Nathan posted his article sometime in the past day or two and it’s available here. Unfortunately I can’t read Hebrew and so I’ve asked a few friends of mine who do to let me know how the article came out.

There are many web page translation services on the web and I tried out a few that claimed to do hebrew to english but gave up after a few failures. I am sure that there’s a tool that would work, but I didn’t find it and like many things on the web, I gave up after a few tries.

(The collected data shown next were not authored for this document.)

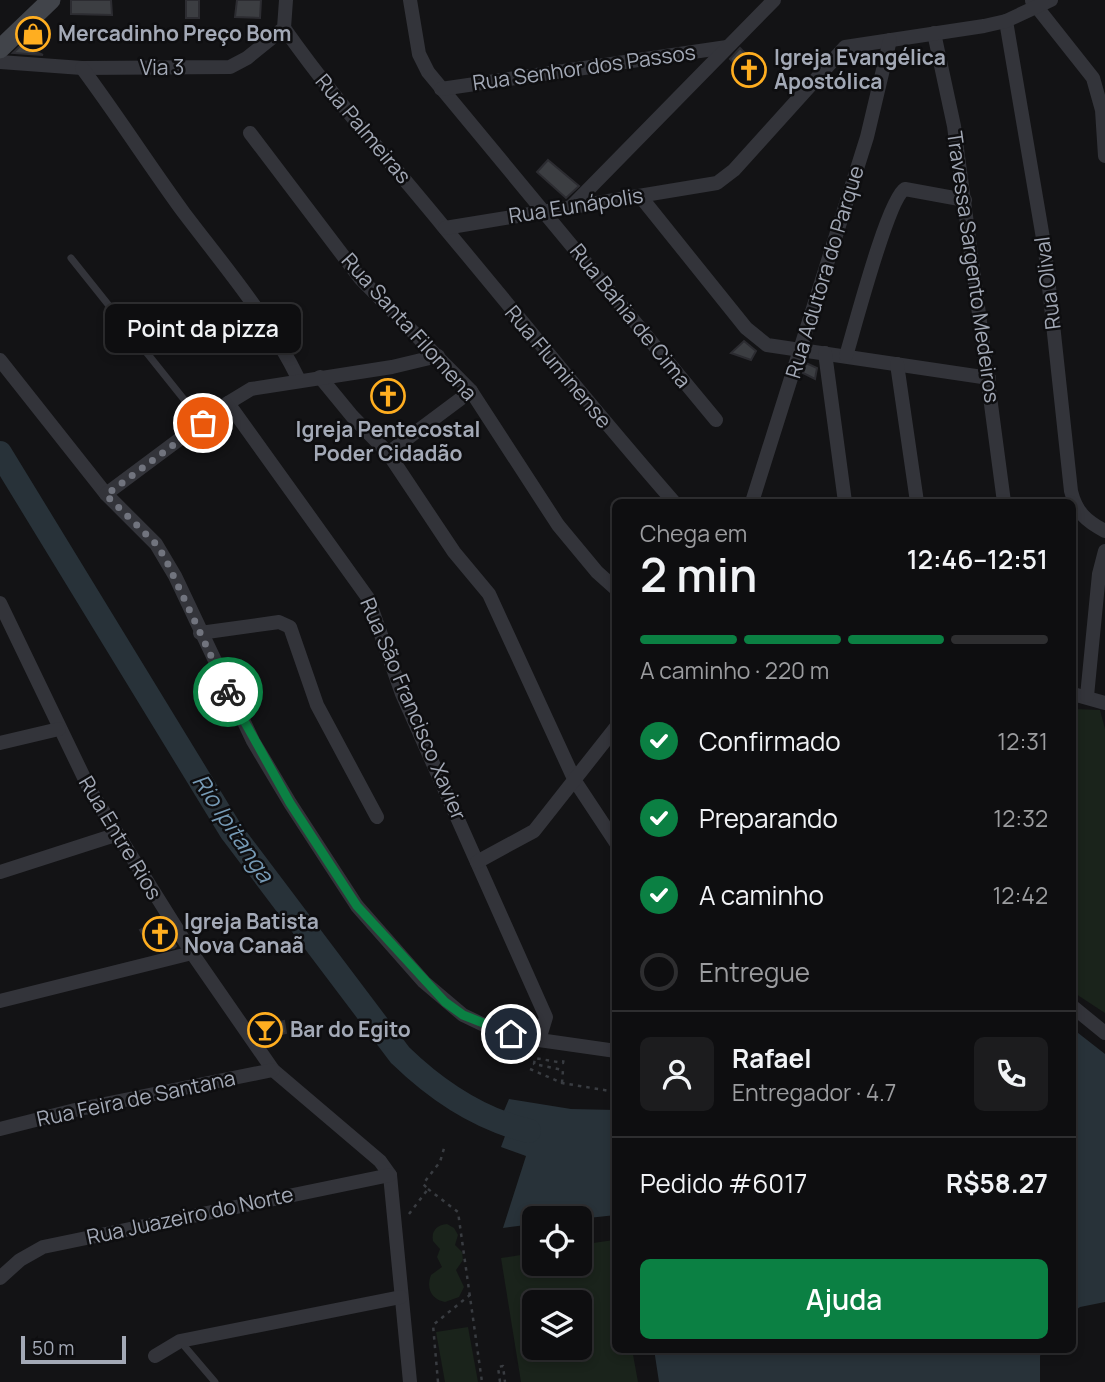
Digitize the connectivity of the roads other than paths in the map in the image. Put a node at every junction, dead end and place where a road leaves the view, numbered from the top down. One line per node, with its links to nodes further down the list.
1 (51, 0): 12 (street)
2 (286, 0): 8 (street)
3 (410, 0): 15 (street, Rua Bahia de Cima)
4 (774, 0): 11 (street)
5 (1051, 0): 6 (street)
6 (1034, 3): 7 (street); 17 (street)
7 (1006, 21): 9 (street); 44 (street, Rua Olival)
8 (284, 28): 14 (street, Via 3); 22 (street, Rua Palmeiras)
9 (934, 33): 10 (street); 19 (street, Travessa Sargento Medeiros)
10 (890, 40): 18 (street, Rua Eunápolis); 24 (street, Rua Adutora do Parque)
11 (727, 47): 15 (street, Rua Senhor dos Passos); 20 (street)
12 (0, 48)
13 (0, 62): 14 (street, Via 3)
14 (82, 68): 32 (street)
15 (442, 89): 21 (street, Rua Bahia de Cima)
16 (250, 133): 26 (street, Rua Santa Filomena)
17 (1105, 156)
18 (640, 196): 20 (street, Rua Eunápolis); 24 (street)
19 (964, 200): 27 (street); 31 (street, Travessa Sargento Medeiros)
20 (572, 206): 21 (street, Rua Eunápolis)
21 (544, 210): 22 (street, Rua Eunápolis); 35 (street, Rua Bahia de Cima)
22 (445, 228): 39 (street, Rua Fluminense)
23 (71, 258): 36 (lane)
24 (802, 351): 25 (street); 40 (street, Rua Adutora do Parque)
25 (825, 353): 27 (street); 41 (street)
26 (439, 356): 30 (street); 33 (street, Rua Santa Filomena)
27 (846, 356): 29 (street)
28 (0, 360): 38 (street)
29 (897, 364): 31 (street); 42 (street)
30 (320, 377): 32 (street); 37 (street)
31 (989, 378): 43 (street, Travessa Sargento Medeiros)
32 (299, 380): 34 (street)
33 (471, 391): 37 (street); 48 (street, Rua Santa Filomena)
34 (228, 403): 36 (street); 61 (street, Rua São Francisco Xavier)
35 (716, 420)
36 (203, 423): 38 (street)
37 (388, 453): 57 (street)
38 (106, 495): 51 (street)
39 (671, 499)
40 (753, 499)
41 (845, 499)
42 (917, 499)
43 (1004, 499)
44 (1074, 499)
45 (1076, 506): 46 (street, Rua Olival)
46 (1105, 531)
47 (1105, 551): 52 (street)
48 (612, 585)
49 (0, 603): 50 (street, Rua Entre Rios)
50 (2, 618): 54 (street, Rua Entre Rios)
51 (200, 634): 58 (street); 67 (street)
52 (1080, 695): 53 (street)
53 (1105, 703)
54 (59, 729): 56 (street); 59 (street, Rua Entre Rios)
55 (612, 732): 57 (street)
56 (0, 743)
57 (575, 781): 60 (street); 61 (street)
58 (377, 817)
59 (115, 835): 62 (street); 63 (street, Rua Entre Rios)
60 (612, 837)
61 (477, 862): 67 (street, Rua São Francisco Xavier)
62 (0, 872)
63 (192, 953): 64 (street); 69 (street, Rua Entre Rios)
64 (0, 1001)
65 (1076, 1009): 66 (street)
66 (1105, 1033)
67 (539, 1040): 68 (street)
68 (612, 1050)
69 (273, 1070): 70 (street, Rua Feira de Santana); 71 (street, Rua Entre Rios)
70 (0, 1129)
71 (390, 1175): 72 (street, Rua Juazeiro do Norte); 73 (street)
72 (0, 1278)
73 (401, 1297): 74 (street); 77 (street)
74 (180, 1341): 75 (street); 76 (lane)
75 (155, 1356)
76 (215, 1382)
77 (410, 1382)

But this experience brings up a broader issue. The readers of this blog are global. In the past month, this blog’s web pages have been visited by almost 120,000 people from 165 countries. The top six countries are all english speaking (US, UK, Canada, India, Australia, Ireland) but the rest of the top ten are France, Germany, Netherlands, and Singapore. The top fifty countries all registered 100 visitors or more and include places like Vietnam, Estonia, and Pakistan.

The posts and comments and discussion on this blog are entirely in english, which makes sense, but it does limit the discussion. It would be great if there was a "translate" button on the front page of the blog and in the comment system and people could participate in this "social media" regardless of language.

And because of the architecture of the web, those translations don’t have to be provided by Six Apart and/or Disqus.

I am wondering if there is an api version of the translation web services that I visited this morning seeking a hebrew to english translation? There should be. And it could be peer produced and open sourced like wikipedia is. We could collectively translate the web for each other. Maybe someone is doing this. If so, I’d like to learn about it. If not, let’s make it happen.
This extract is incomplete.